Task objective => For the string "Robert", search the entries below and copy every line where it appears.

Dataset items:
+ + + + +
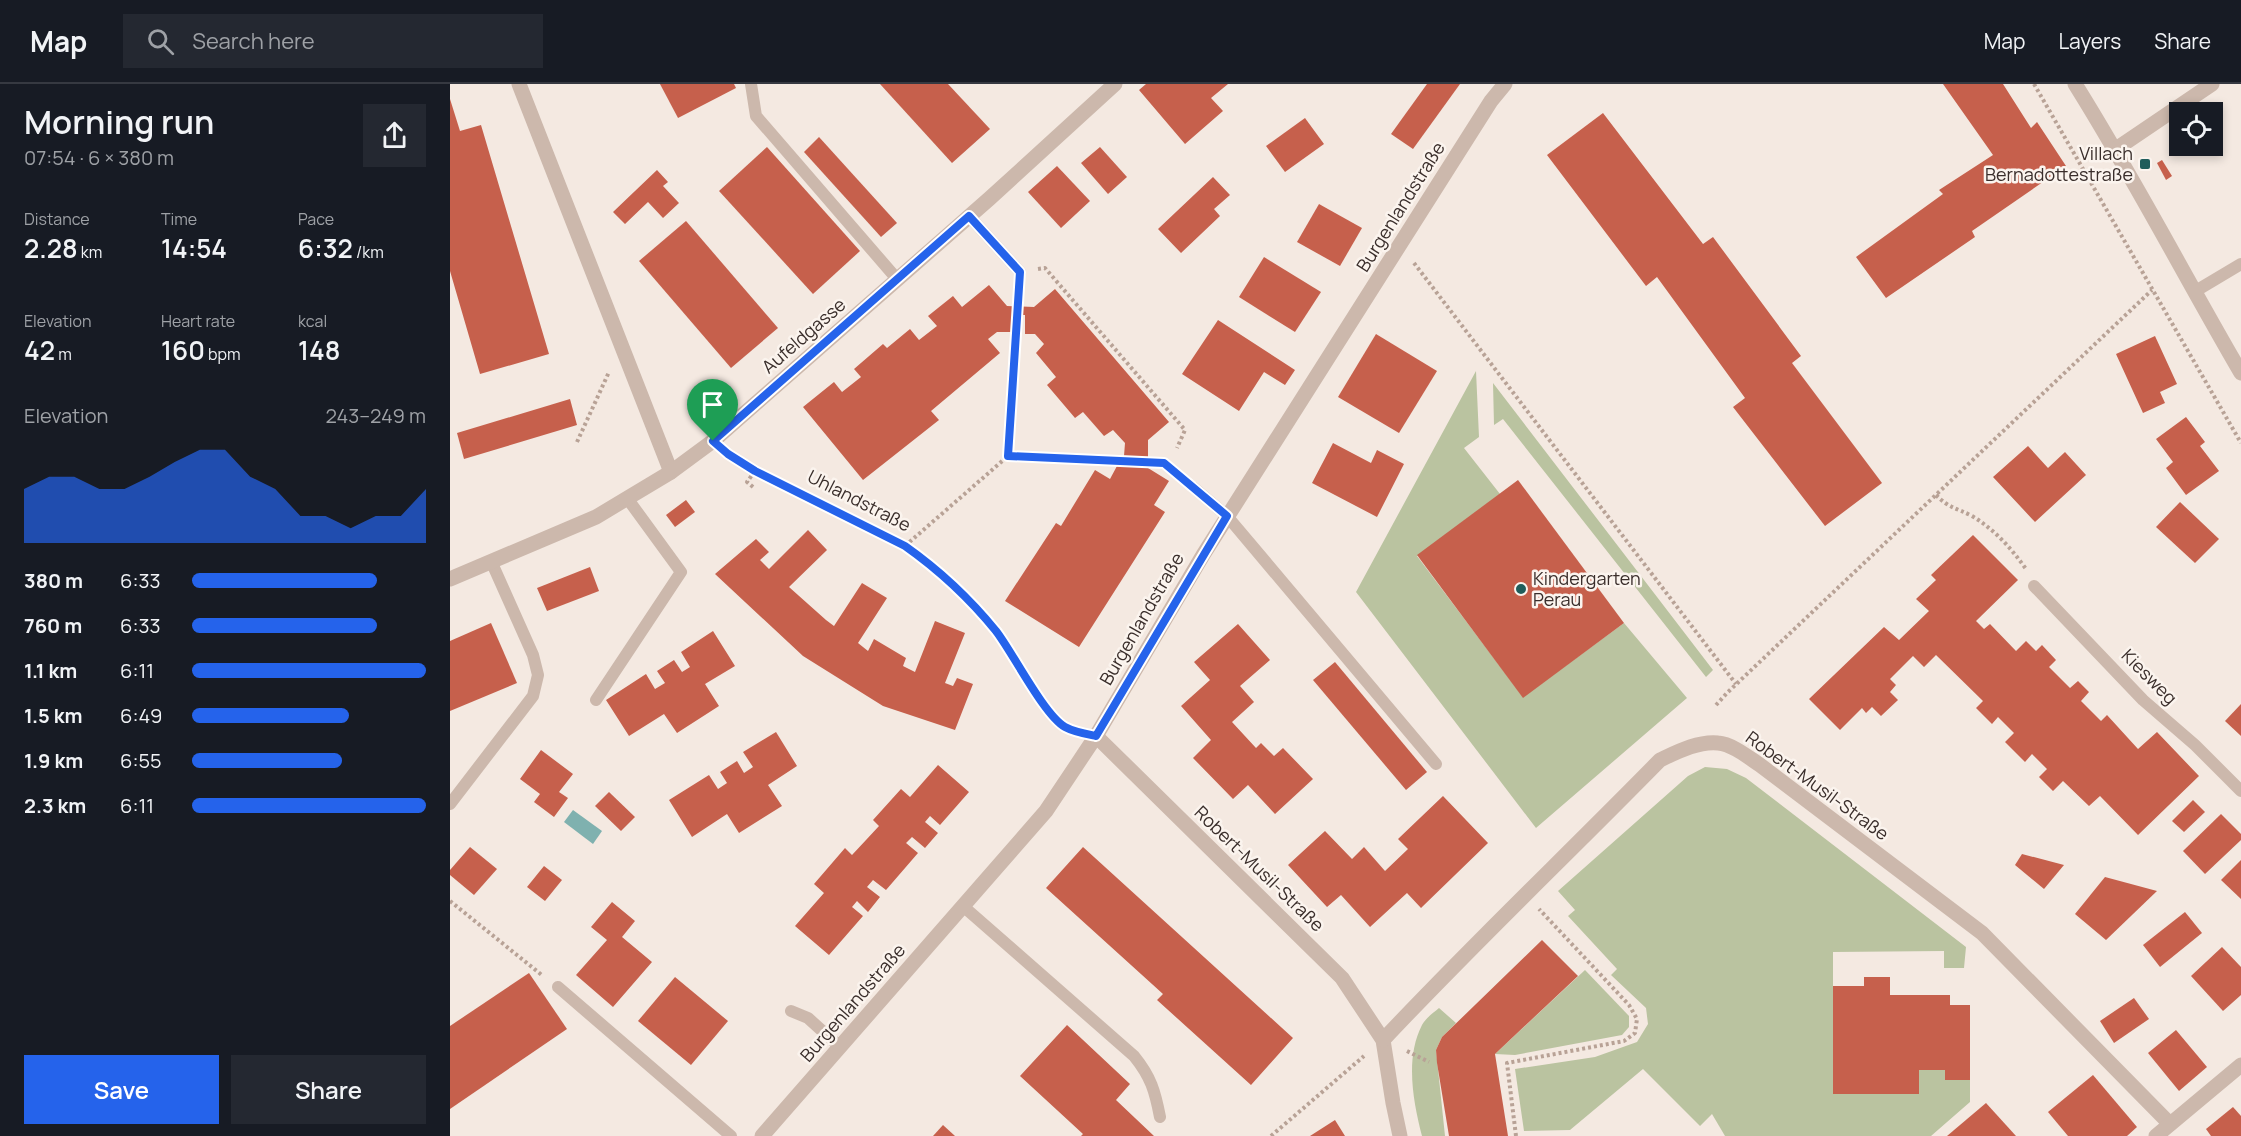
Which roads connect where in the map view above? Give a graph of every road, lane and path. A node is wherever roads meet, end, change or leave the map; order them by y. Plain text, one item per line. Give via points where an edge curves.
1 (519, 84) edge
2 (751, 84) edge
3 (1115, 84) edge
4 (1505, 84) edge
5 (2034, 84) edge
6 (2075, 84) edge
7 (2212, 84) edge
8 (2116, 149) junction
9 (969, 216) junction
10 (1400, 245) junction
11 (2241, 264) edge
12 (1020, 272) junction
13 (897, 279) junction
14 (2152, 290) junction
15 (2194, 292) junction
16 (629, 365) junction
17 (2241, 373) edge
18 (713, 441) junction
19 (577, 442) dead end
20 (2241, 443) edge
21 (1177, 448) dead end
22 (1008, 456) junction
23 (755, 471) junction
24 (671, 472) junction
25 (753, 487) dead end
26 (1194, 488) joint
27 (1936, 495) junction
28 (627, 498) junction
29 (1227, 516) junction
30 (905, 546) junction
31 (491, 561) junction
32 (450, 579) edge
33 (2034, 586) joint
34 (1736, 684) junction
35 (596, 700) dead end
36 (1716, 705) dead end
37 (1096, 736) junction
38 (1436, 764) dead end
39 (2241, 791) edge
40 (450, 804) edge
41 (1526, 896) junction
42 (450, 902) edge
43 (964, 907) junction
44 (558, 987) joint
45 (791, 1011) dead end
46 (1383, 1040) junction
47 (840, 1047) junction
48 (2241, 1065) edge
49 (1160, 1117) dead end
50 (2170, 1124) junction
51 (731, 1136) edge
52 (762, 1136) edge
53 (1271, 1136) edge
54 (1400, 1136) edge
55 (1516, 1136) edge
56 (2156, 1136) edge

1 - 16 street
2 - 13 lane via 756,116
3 - 9 street, Aufeldgasse
4 - 10 street, Burgenlandstraße
5 - 14 path
6 - 8 street
7 - 8 street
8 - 15 street
9 - 12 lane
9 - 13 street, Aufeldgasse
10 - 29 street, Burgenlandstraße
10 - 34 path
11 - 15 lane
12 - 21 path via 1045,268 1185,430
12 - 22 path
13 - 18 street, Aufeldgasse
14 - 20 path
14 - 27 path
15 - 17 street
16 - 19 path via 609,372
16 - 24 street
18 - 23 path, Uhlandstraße
18 - 24 street, Aufeldgasse
22 - 26 path via 1164,463
22 - 30 path
23 - 25 path via 747,482
23 - 30 path, Uhlandstraße
24 - 28 street, Aufeldgasse
26 - 29 lane
27 - 33 path via 1947,506 1970,515 2000,537 2021,562
27 - 34 path
28 - 31 street, Aufeldgasse via 596,517
28 - 35 lane via 681,572
29 - 37 street, Burgenlandstraße
29 - 38 lane
30 - 37 path, Uhlandstraße via 975,605 1064,726
31 - 32 street, Aufeldgasse
31 - 40 lane via 533,655 538,675 532,696
33 - 39 lane, Kiesweg via 2143,700
34 - 36 path
37 - 43 street, Burgenlandstraße via 1046,811
37 - 46 street, Robert-Musil-Straße via 1342,978
41 - 46 street, Robert-Musil-Straße
41 - 50 street, Robert-Musil-Straße via 1660,760 1686,748 1718,743 1733,748 1982,933
41 - 55 path via 1637,1018 1635,1033 1624,1041 1507,1063
42 - 44 path
43 - 47 street, Burgenlandstraße
43 - 49 lane via 1134,1056 1154,1087
44 - 51 lane
45 - 47 lane via 808,1018
46 - 53 path
46 - 54 street, Robert-Musil-Straße
47 - 52 street, Burgenlandstraße
48 - 50 street
50 - 56 street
+ + + + +
Answer section =>
37 - 46 street, Robert-Musil-Straße via 1342,978
41 - 46 street, Robert-Musil-Straße
41 - 50 street, Robert-Musil-Straße via 1660,760 1686,748 1718,743 1733,748 1982,933
46 - 54 street, Robert-Musil-Straße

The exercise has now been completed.